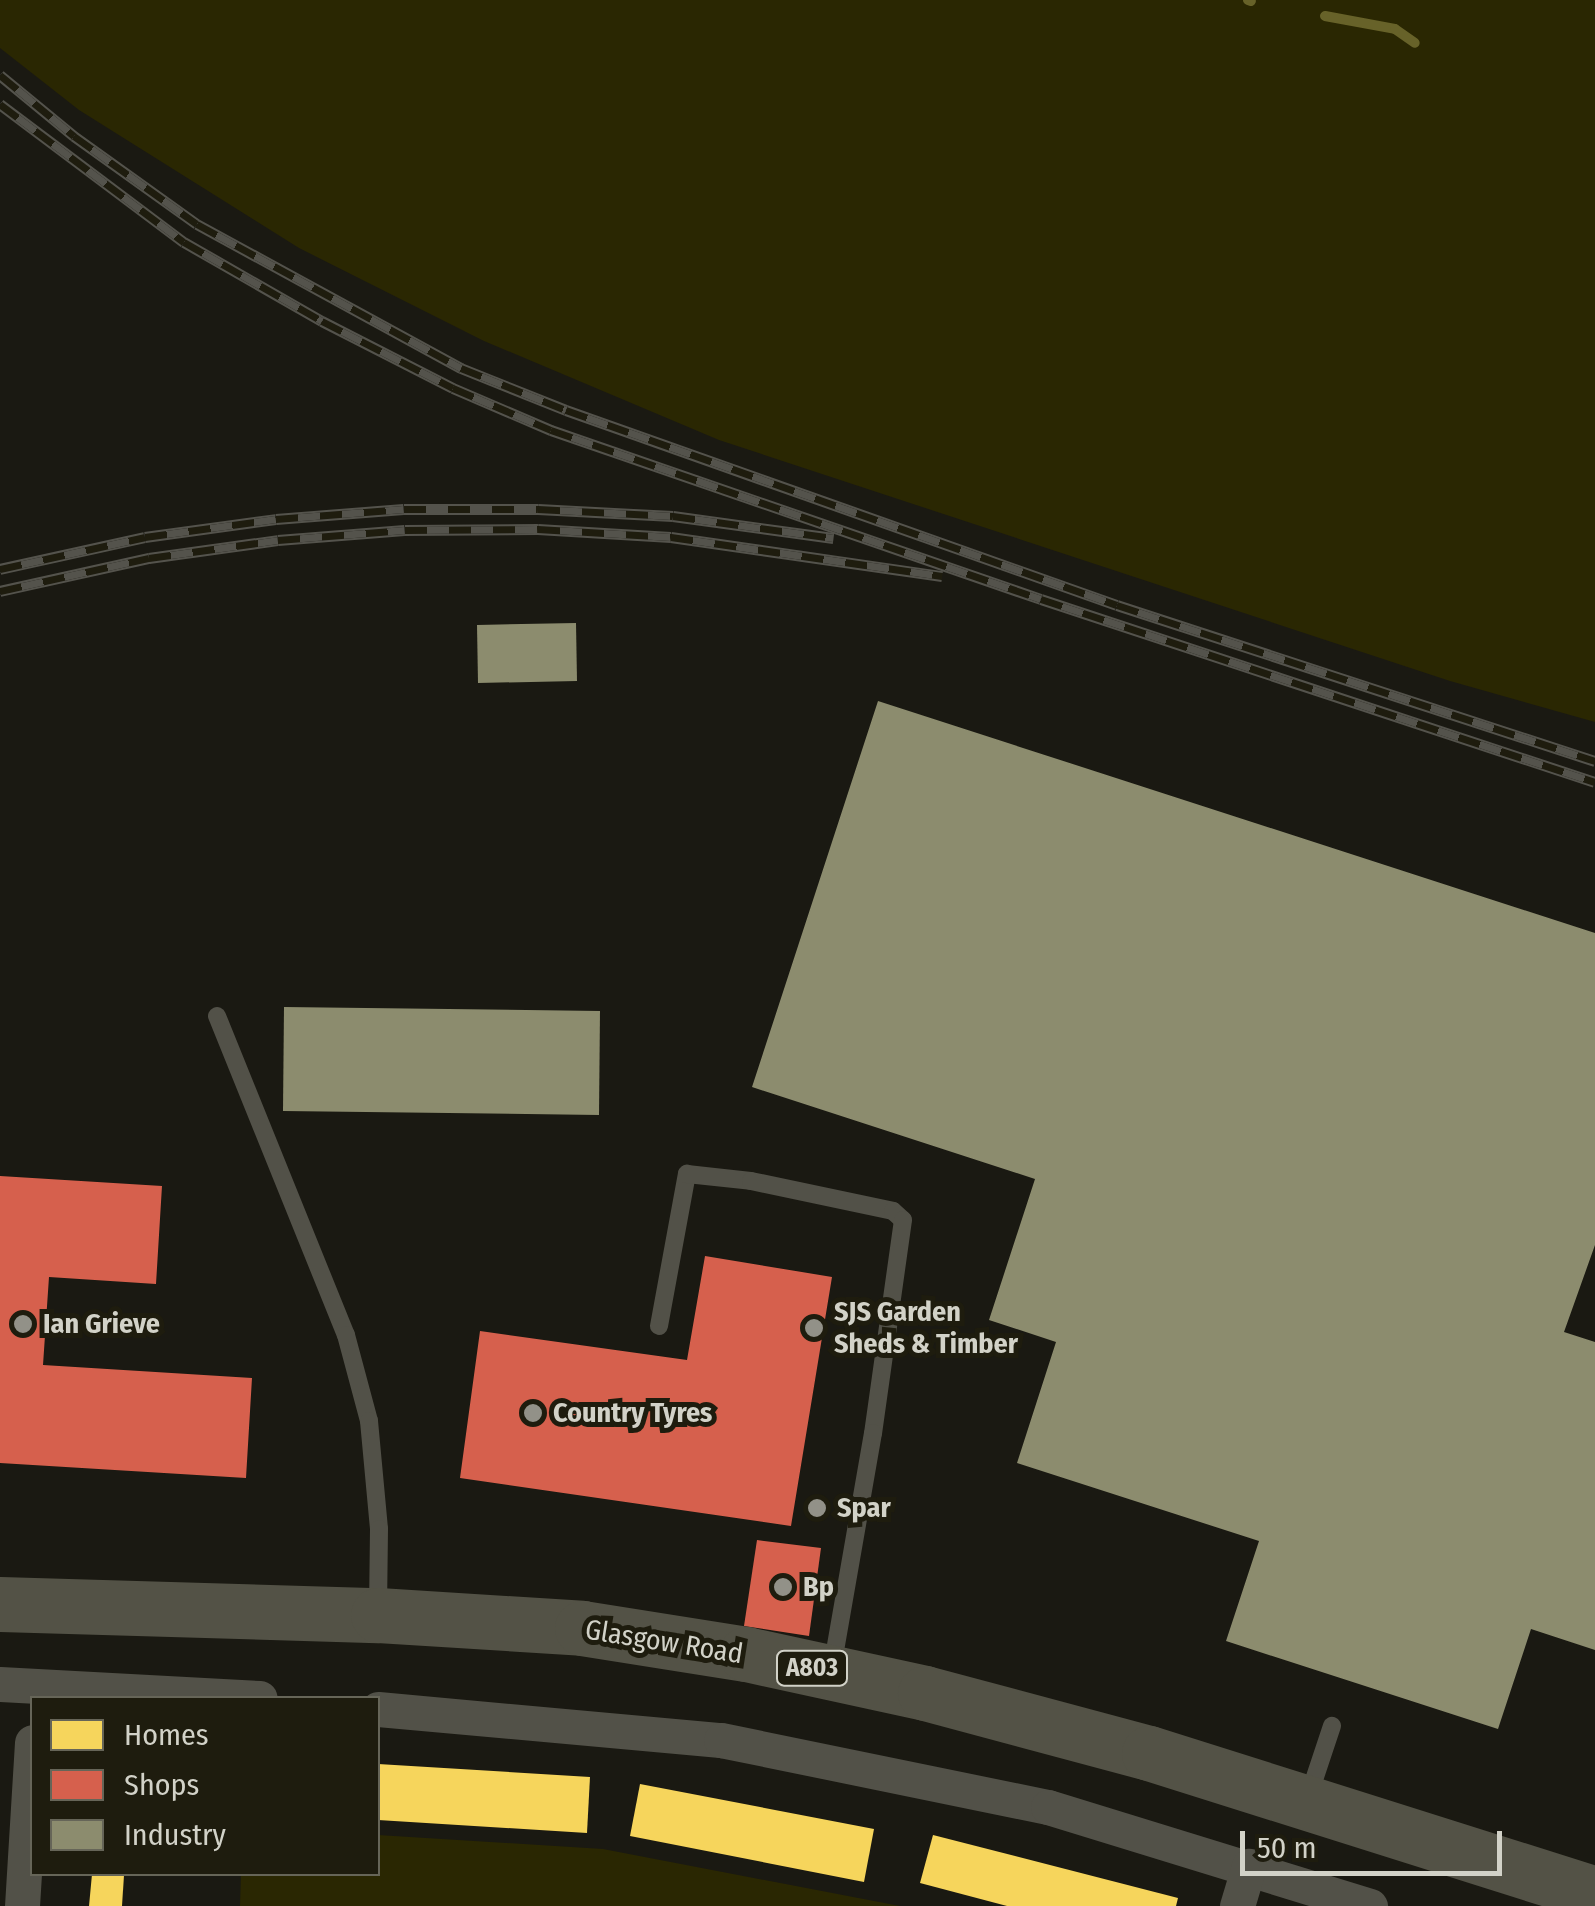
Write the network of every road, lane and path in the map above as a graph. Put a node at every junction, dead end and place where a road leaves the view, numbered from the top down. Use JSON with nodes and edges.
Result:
{"nodes":[{"id":1,"x":217,"y":1016,"type":"dead end"},
{"id":2,"x":659,"y":1326,"type":"dead end"},
{"id":3,"x":0,"y":1604,"type":"edge"},
{"id":4,"x":378,"y":1615,"type":"junction"},
{"id":5,"x":831,"y":1673,"type":"junction"},
{"id":6,"x":0,"y":1684,"type":"edge"},
{"id":7,"x":36,"y":1692,"type":"edge"},
{"id":8,"x":185,"y":1696,"type":"edge"},
{"id":9,"x":380,"y":1709,"type":"edge"},
{"id":10,"x":1332,"y":1726,"type":"dead end"},
{"id":11,"x":30,"y":1775,"type":"edge"},
{"id":12,"x":1307,"y":1803,"type":"junction"},
{"id":13,"x":1249,"y":1866,"type":"junction"},
{"id":14,"x":1595,"y":1894,"type":"edge"},
{"id":15,"x":22,"y":1906,"type":"edge"},
{"id":16,"x":1237,"y":1906,"type":"edge"},
{"id":17,"x":1370,"y":1906,"type":"edge"}],
"edges":[{"from":1,"to":4,"type":"lane"},
{"from":2,"to":5,"type":"lane"},
{"from":3,"to":4,"type":"main road","name":"Glasgow Road","number":"A803"},
{"from":4,"to":5,"type":"main road","name":"Glasgow Road","number":"A803"},
{"from":5,"to":12,"type":"main road","name":"Glasgow Road","number":"A803"},
{"from":6,"to":7,"type":"street"},
{"from":7,"to":8,"type":"street"},
{"from":9,"to":13,"type":"street"},
{"from":10,"to":12,"type":"lane"},
{"from":11,"to":15,"type":"street"},
{"from":12,"to":14,"type":"main road","name":"Glasgow Road","number":"A803"},
{"from":13,"to":16,"type":"street"},
{"from":13,"to":17,"type":"street"}]}
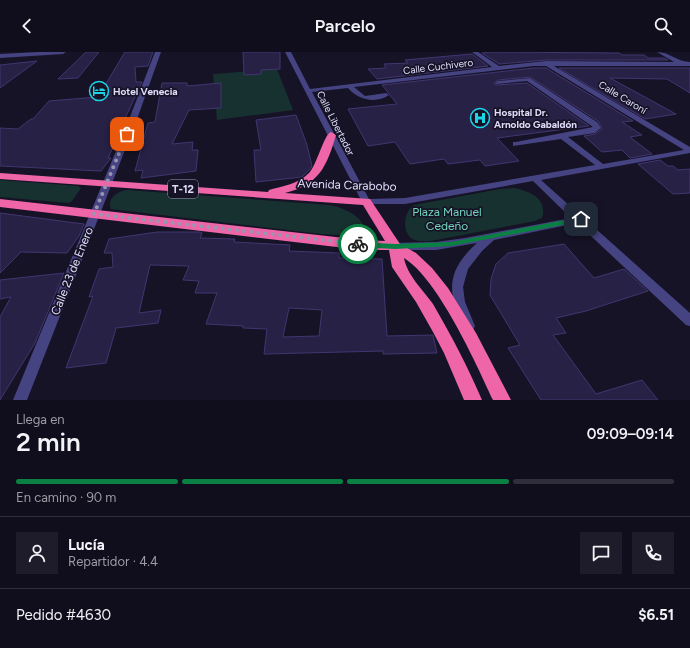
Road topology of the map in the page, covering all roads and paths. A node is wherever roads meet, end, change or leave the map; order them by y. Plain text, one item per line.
1 (20, 52) edge
2 (63, 52) edge
3 (158, 52) edge
4 (288, 52) edge
5 (475, 52) edge
6 (660, 52) edge
7 (0, 53) edge
8 (0, 56) edge
9 (545, 63) junction
10 (690, 64) edge
11 (682, 65) junction
12 (497, 68) junction
13 (690, 69) edge
14 (498, 82) dead end
15 (350, 86) junction
16 (308, 91) junction
17 (386, 96) dead end
18 (331, 135) junction
19 (562, 136) junction
20 (516, 144) dead end
21 (688, 152) edge
22 (601, 166) junction
23 (0, 176) edge
24 (534, 178) junction
25 (107, 183) junction
26 (251, 194) junction
27 (366, 202) junction
28 (0, 203) edge
29 (94, 214) junction
30 (581, 219) junction
31 (492, 237) junction
32 (395, 246) junction
33 (690, 321) edge
34 (474, 343) junction
35 (20, 400) edge
36 (473, 400) edge
37 (502, 400) edge

1 - 7 street
2 - 8 street
3 - 25 street, Calle 23 de Enero
4 - 16 street, Calle Libertador
5 - 12 street
6 - 11 street
9 - 11 street, Calle Cuchivero
9 - 12 street, Calle Cuchivero
9 - 21 street, Calle Caroní
10 - 11 street, Calle Cuchivero
11 - 13 street
12 - 15 street, Calle Cuchivero
14 - 19 street
15 - 16 street, Calle Cuchivero
15 - 17 street
16 - 18 street, Calle Libertador
18 - 26 highway
18 - 27 street, Calle Libertador
19 - 20 street
19 - 22 street
21 - 22 street, Avenida Carabobo
22 - 24 street, Avenida Carabobo
23 - 25 highway, Avenida Carabobo / T-12
24 - 27 street, Avenida Carabobo
24 - 30 street
25 - 26 highway, Avenida Carabobo / T-12
25 - 29 street, Calle 23 de Enero
26 - 27 highway, Avenida Carabobo / T-12
27 - 32 highway
28 - 29 highway
29 - 32 highway
29 - 35 street, Calle 23 de Enero
30 - 31 street
30 - 33 street
31 - 32 street
31 - 34 street
32 - 34 highway
32 - 36 highway
34 - 37 highway

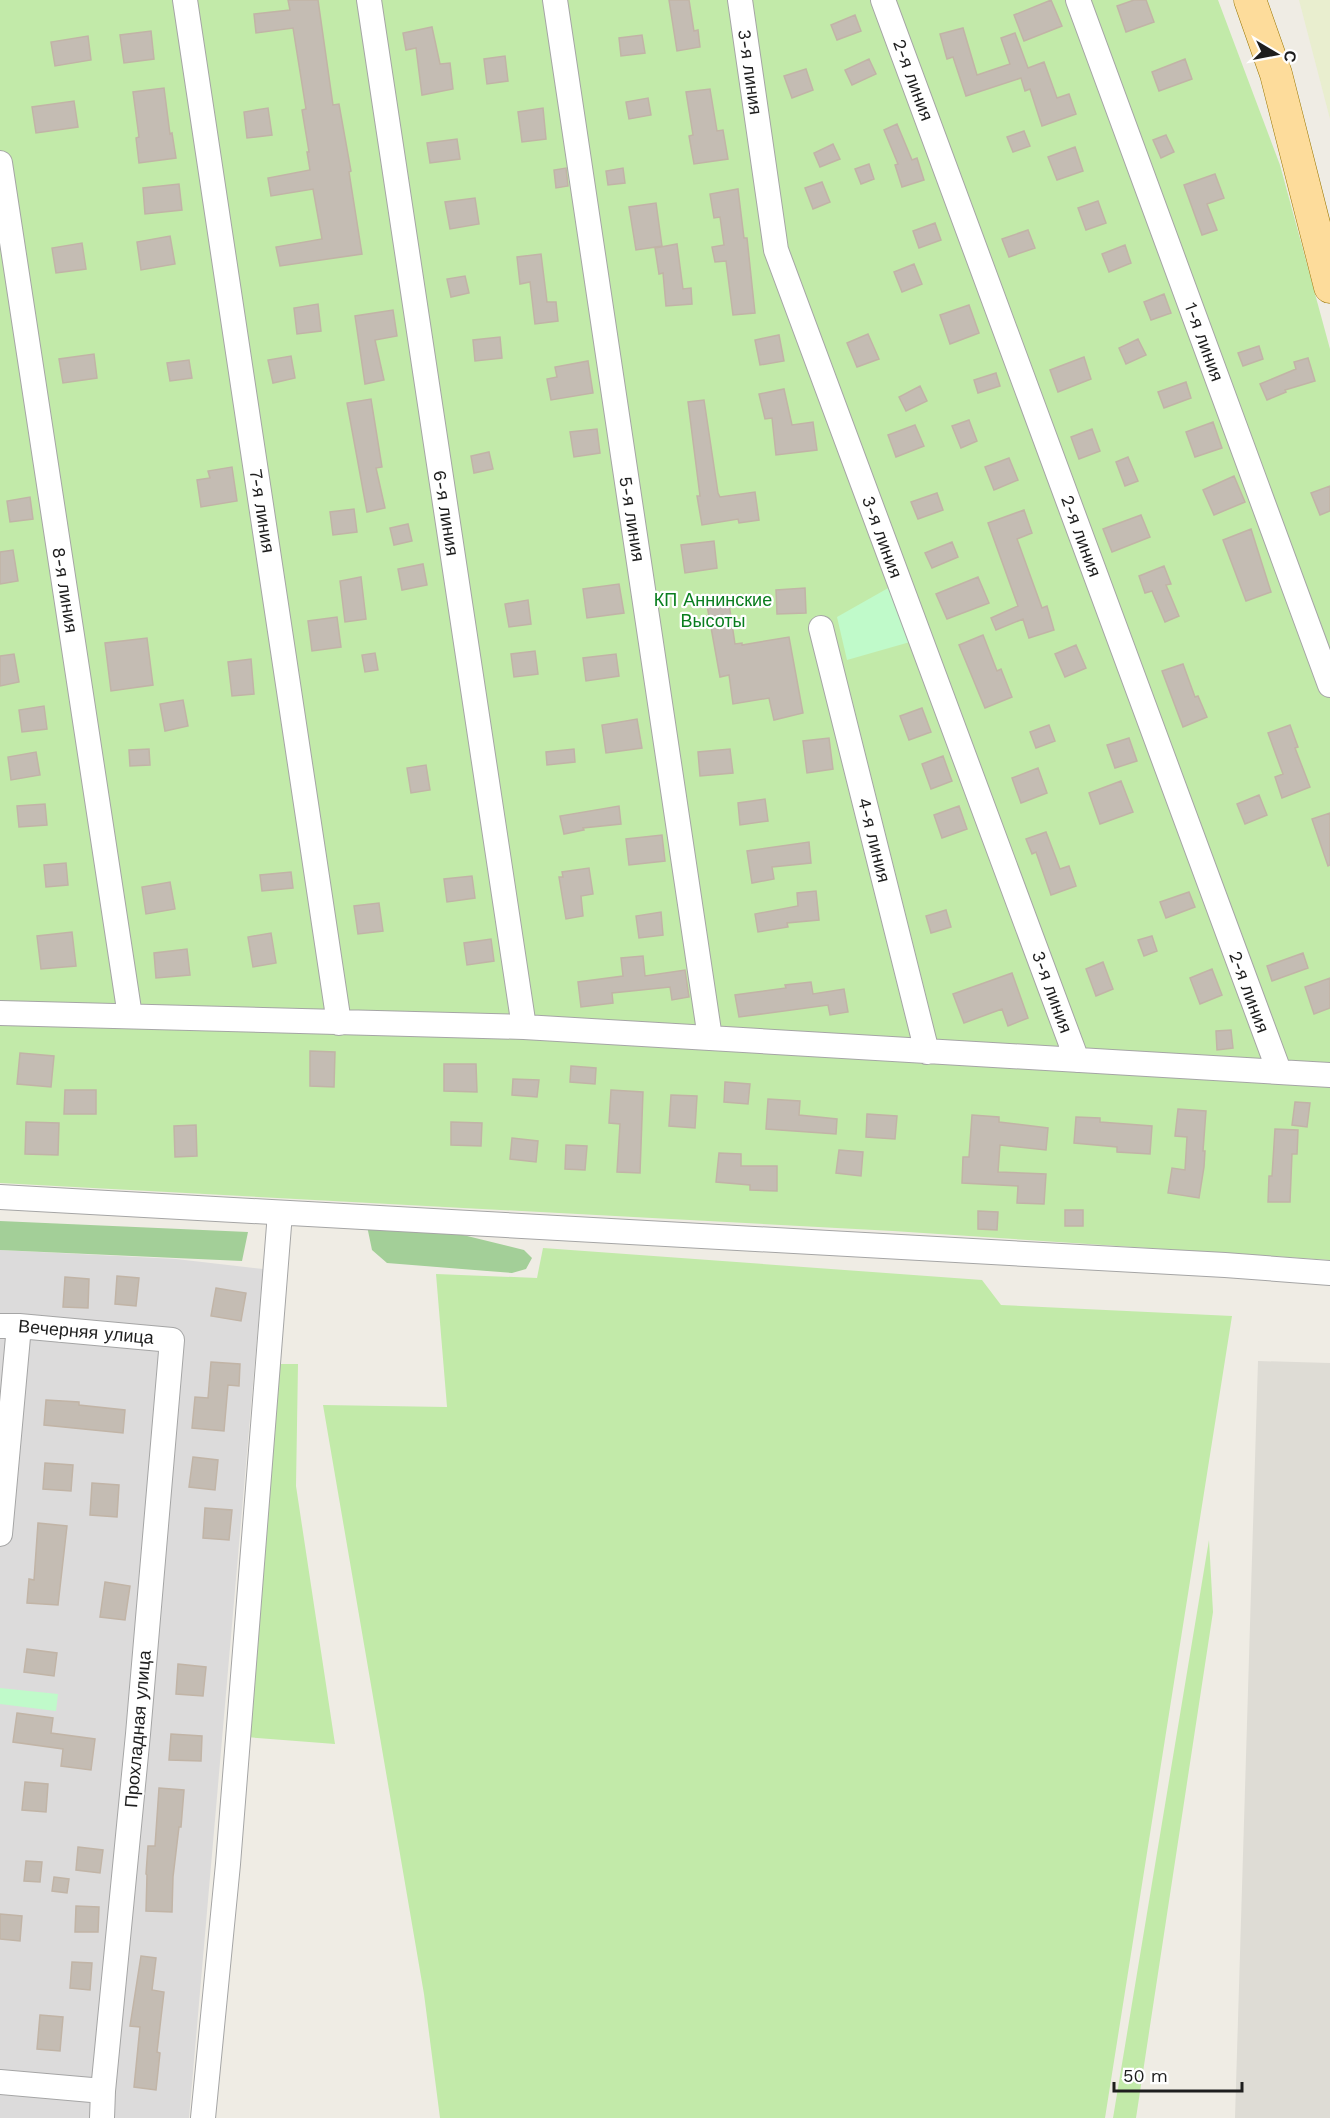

--------------------

▶ What is needed
Go through the records above and copy every line holding the word "dead".

▶ Answer box
Write the network of every road, lane and path in the map above as a graph. Put a node at every junction, dead end and place where a road leaves the view, numbered from the top down. Use JSON with nodes and edges.
{"nodes":[{"id":1,"x":217,"y":1016,"type":"dead end"},
{"id":2,"x":659,"y":1326,"type":"dead end"},
{"id":10,"x":1332,"y":1726,"type":"dead end"},
14 (498, 82) dead end
17 (386, 96) dead end
20 (516, 144) dead end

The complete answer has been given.